Jared Diamond answered this question in "Guns, Germs and Steel", with another go at it in "Collapse" I think.
Quote:And that's only because political correctness forbids Britain and America's current crop of de facto Social-Marxist academics from claiming a superiority for the West that might embarrass and upset China for its 'Third World' status.
It's surprising how doggedly you resist the reality.
Quote:Read any books lately by academics giving an honest critique of pre-settlement aboriginal traditions and cultural practices?
Of course you haven't.
Neither have you, I'm guessing. Not because they don't exist either, but because it spoils your victimhood narrative.
Quote:You're making a common mistake. You're applying modern day trendy morality to past acts. This in no way actually gives an insight into the time and why things occurred as they did. True history involves understanding the morals, laws, mores of an era and how they were justified. Just looking back and claiming the past was 'barbaric' reveals more about the values of the person making the claim than anything in history.
Yet it is necessary to communicate what went on. It was barbaric, whether or not everyone else was being barbaric at the same time. Instead of getting all hung up on whether it is OK to judge it, why not just call it for what it is and get over it?
Quote:None of this is unusual about empire... as dictators never willingly relinquish power... Imperialists never surrender the empire they serve except at the point of a gun, or due to the impossibility of holding it together.

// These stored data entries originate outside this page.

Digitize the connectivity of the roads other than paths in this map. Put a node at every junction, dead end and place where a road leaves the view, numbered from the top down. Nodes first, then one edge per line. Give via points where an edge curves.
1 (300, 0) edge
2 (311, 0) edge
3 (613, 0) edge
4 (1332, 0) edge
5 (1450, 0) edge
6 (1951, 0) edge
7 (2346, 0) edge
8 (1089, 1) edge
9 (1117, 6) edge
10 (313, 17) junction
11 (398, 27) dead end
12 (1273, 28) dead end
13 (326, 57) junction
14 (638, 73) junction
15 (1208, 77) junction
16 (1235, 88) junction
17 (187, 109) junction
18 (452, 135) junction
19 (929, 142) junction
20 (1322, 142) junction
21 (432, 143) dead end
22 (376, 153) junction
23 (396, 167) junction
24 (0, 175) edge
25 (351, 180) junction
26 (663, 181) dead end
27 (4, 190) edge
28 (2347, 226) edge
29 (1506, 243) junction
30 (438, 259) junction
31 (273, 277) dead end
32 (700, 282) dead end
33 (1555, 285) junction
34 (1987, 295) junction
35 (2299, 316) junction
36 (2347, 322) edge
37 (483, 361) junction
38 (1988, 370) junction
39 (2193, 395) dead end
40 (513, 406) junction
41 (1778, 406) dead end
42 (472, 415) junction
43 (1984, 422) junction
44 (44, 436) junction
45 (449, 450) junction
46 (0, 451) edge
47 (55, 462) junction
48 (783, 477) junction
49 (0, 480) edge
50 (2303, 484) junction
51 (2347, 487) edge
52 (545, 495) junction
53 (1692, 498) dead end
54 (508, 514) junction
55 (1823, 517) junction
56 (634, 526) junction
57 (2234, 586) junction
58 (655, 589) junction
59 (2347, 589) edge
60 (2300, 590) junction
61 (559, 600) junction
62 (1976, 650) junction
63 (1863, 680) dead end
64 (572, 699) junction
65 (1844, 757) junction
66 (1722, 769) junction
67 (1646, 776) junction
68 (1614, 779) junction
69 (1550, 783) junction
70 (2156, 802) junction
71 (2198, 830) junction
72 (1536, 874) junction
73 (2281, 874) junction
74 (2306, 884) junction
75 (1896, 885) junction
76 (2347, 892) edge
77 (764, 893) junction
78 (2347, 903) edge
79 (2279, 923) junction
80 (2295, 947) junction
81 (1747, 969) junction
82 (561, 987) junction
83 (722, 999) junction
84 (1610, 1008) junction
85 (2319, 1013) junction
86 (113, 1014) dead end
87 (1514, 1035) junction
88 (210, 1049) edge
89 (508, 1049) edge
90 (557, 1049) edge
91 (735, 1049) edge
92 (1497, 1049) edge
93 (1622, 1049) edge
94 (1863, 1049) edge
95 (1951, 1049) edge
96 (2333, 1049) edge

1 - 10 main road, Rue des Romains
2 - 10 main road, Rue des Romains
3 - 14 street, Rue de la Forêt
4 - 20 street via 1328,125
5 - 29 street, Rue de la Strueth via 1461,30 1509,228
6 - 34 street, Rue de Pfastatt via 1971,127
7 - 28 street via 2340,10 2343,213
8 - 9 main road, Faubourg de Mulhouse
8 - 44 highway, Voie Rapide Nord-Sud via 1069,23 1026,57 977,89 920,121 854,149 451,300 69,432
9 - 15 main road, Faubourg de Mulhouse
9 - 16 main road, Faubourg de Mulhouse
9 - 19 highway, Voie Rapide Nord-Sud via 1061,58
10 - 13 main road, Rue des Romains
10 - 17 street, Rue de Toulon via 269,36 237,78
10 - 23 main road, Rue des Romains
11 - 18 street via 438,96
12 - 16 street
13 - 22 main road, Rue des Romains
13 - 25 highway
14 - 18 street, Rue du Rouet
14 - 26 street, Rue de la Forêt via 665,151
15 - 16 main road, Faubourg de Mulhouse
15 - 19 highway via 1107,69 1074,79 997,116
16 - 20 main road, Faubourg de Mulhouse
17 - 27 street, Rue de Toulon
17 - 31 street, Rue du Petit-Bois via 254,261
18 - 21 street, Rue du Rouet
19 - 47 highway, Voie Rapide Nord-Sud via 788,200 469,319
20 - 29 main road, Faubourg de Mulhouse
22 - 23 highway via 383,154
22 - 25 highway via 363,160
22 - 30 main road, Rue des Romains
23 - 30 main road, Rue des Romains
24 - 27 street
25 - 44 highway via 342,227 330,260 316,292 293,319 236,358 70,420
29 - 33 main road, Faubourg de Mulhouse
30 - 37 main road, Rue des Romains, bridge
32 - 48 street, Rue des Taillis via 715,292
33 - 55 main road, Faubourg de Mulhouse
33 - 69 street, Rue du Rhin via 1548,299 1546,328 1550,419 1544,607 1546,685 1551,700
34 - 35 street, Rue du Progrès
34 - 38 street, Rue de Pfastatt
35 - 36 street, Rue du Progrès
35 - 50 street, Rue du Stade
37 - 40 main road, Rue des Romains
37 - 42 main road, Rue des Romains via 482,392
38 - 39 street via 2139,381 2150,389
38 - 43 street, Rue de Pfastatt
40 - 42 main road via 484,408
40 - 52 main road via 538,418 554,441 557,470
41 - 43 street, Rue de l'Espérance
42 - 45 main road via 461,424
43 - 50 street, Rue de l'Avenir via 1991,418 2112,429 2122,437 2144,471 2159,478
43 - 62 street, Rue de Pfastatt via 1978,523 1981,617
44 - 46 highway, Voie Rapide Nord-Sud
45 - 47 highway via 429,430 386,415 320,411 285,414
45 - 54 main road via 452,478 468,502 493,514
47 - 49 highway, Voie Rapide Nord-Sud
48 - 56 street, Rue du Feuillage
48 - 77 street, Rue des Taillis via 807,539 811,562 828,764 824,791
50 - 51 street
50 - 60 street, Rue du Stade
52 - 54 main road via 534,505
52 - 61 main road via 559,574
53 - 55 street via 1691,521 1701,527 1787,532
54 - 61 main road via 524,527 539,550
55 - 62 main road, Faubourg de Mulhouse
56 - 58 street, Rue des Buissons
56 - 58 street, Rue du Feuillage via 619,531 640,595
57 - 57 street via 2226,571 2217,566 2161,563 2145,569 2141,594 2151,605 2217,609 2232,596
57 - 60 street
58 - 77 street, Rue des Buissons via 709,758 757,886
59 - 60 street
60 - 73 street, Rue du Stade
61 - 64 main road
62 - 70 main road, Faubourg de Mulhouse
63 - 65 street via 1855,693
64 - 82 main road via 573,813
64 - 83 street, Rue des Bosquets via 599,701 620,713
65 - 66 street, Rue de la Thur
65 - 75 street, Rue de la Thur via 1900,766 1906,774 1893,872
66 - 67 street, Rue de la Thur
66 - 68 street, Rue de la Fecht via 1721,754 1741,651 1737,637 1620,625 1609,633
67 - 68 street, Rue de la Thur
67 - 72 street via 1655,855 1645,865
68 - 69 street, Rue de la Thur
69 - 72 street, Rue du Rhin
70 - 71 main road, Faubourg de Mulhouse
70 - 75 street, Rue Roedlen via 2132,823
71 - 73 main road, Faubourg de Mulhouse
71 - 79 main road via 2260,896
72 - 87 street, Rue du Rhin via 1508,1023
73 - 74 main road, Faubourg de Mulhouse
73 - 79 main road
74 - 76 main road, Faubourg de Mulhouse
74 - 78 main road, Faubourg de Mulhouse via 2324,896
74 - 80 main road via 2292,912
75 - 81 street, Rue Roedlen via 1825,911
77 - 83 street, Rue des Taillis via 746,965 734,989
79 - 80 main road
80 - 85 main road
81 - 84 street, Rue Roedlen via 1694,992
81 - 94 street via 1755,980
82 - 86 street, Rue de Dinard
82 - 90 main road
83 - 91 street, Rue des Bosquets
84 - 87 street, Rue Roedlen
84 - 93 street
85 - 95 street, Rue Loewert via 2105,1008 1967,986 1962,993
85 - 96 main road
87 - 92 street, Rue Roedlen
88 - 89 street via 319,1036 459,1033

I think you'll find that Britain gave up India more readily than just about any empire in history, and has continued to benefit greatly from that move.
Quote:Okay. But theories of "oppression" are more often than not a projection of the author rather than an insight into the times.
False dichotomy. One person can call it oppression. Another can call it gifting a superior culture by force. Neither is a barrier to insight. The only barrier to insight is people like you who whine about the shame they feel.
Quote:Yes it would be a mistake because slavery was considered normal for the time.
Slavery could become normal again. All it takes is to make it more common. Would that also make it moral?
Quote:Do you believe that Southern US slave owners truly believed (by sole virtue of the morals, laws, mores of their era) that the African should by his nature be subjugated?
If you repeat it often enough, people will believe it.
Quote:What is the excuse of large companies today (e.g. Apple) who happily allow Chinese workers to endure slave-like conditions to build their products cheaply?
You already know what the "excuse" is - that those Chinese are actually better off for Apples' employment of them. There is no coercion.
Quote:It was probably calculated by someone whose 'Black Armband-of-Guilt-and-Shame had temporarily slipped off his arm while he was typing the results.
So it is the motivations behind the words that matter, not whether they are actually true? All you ever talk about is your feelings of shame.